In 2001, Godon and André Sollie won the Gouden Griffel award for their book Wachten op Matroos (2000). She also won a Vlag en Wimpel award for her illustrations in the book. In Flanders the book was awarded the Boekenpauw and Boekenwelp awards. The English translation of the book Hello, Sailor was published in 2003. The book caused controversy in England as it was argued that its inclusion in school curricula effectively forced schools to include books with homosexual characters.

She also received a Boekenpauw award in 2015 for her illustrations in the book Ik denk written by Toon Tellegen. In 2009, she received a Boekenpluim award for illustrating the book Morgen was het feest, also written by Toon Tellegen.

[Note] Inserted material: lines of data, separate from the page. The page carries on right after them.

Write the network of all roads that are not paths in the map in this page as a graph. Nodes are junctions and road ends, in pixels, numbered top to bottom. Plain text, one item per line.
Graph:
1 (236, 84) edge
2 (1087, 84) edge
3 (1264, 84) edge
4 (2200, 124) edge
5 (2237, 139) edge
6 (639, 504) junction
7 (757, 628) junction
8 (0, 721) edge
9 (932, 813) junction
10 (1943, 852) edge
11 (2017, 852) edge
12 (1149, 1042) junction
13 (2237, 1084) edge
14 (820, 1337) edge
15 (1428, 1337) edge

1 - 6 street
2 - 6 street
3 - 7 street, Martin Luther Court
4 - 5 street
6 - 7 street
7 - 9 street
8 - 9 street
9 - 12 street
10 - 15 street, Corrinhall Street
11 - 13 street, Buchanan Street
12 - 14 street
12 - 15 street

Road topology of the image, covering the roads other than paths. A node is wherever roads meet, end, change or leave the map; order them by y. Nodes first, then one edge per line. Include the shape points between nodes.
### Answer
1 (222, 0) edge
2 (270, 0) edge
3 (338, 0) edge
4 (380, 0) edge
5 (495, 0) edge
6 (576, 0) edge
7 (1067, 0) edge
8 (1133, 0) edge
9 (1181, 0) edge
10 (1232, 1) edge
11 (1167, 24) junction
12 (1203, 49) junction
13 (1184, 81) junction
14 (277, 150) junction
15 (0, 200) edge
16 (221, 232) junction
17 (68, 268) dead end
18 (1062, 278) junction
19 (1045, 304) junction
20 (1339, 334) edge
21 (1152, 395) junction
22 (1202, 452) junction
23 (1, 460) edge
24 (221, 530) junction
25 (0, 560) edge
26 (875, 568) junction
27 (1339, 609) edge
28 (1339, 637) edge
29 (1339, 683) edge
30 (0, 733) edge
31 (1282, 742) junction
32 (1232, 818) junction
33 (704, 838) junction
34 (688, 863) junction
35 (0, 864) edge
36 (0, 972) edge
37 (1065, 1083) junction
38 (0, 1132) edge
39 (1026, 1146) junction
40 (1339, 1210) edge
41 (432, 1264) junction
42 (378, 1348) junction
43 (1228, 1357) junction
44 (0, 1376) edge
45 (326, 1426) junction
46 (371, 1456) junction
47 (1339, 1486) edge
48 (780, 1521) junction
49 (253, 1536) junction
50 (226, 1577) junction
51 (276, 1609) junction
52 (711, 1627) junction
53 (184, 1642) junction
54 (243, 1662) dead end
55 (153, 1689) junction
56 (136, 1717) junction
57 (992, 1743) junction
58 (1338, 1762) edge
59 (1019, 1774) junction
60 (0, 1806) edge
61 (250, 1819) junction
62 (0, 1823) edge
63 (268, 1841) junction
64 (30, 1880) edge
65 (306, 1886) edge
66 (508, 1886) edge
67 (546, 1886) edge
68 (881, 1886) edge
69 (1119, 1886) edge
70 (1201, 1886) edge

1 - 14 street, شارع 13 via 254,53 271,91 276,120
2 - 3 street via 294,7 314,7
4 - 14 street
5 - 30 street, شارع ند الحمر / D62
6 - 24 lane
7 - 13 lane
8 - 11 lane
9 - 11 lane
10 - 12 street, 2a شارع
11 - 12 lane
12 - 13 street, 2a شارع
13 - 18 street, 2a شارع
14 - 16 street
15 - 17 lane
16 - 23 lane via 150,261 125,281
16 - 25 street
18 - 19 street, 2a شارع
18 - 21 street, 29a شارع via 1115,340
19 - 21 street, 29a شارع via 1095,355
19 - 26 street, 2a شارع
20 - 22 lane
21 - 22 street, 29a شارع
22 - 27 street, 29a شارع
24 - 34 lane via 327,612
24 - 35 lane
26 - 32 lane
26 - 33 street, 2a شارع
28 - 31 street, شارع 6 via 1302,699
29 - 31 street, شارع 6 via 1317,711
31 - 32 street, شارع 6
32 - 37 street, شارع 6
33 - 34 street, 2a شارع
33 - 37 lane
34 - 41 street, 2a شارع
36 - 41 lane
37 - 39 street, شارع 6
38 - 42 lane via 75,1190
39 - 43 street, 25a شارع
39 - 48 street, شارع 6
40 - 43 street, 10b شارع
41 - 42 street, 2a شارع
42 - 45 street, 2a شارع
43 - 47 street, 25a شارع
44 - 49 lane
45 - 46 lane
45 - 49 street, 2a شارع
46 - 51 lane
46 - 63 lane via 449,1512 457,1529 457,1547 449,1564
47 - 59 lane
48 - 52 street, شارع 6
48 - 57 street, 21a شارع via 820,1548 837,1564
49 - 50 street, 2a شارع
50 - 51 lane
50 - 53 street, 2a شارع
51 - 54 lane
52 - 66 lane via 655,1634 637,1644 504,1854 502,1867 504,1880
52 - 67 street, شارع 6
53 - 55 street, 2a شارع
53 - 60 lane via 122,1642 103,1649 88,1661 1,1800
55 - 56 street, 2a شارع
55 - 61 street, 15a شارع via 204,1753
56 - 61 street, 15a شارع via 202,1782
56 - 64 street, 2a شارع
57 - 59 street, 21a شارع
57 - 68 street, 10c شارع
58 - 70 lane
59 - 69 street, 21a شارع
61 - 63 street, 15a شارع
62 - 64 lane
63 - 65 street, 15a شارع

Over the years Godon has illustrated over a hundred children's books for numerous authors.

== Awards ==

- 1988: Prijs van de Kinder- en Jeugdjury voor het boek in Vlaanderen, Mijn broer is een punker
- 1988: Prijs van de Kinder- en Jeugdjury voor het boek in Vlaanderen, Pius en Pepijn
- 1989: Prijs van de Kinder- en Jeugdjury voor het boek in Vlaanderen, Niemand mag het weten
- 2001: Boekenpauw, Wachten op Matroos
- 2001: Boekenwelp, Wachten op Matroos
- 2001: Vlag en Wimpel, Wachten op Matroos
- 2001: Gouden Griffel, Wachten op Matroos (with André Sollie)
- 2009: Boekenpluim, Morgen was het feest
- 2015: Boekenpauw, Ik denk
- 2026: Boon for Children's and youth literature, De vrouw en zijn hoofd (met Benny Lindelauf)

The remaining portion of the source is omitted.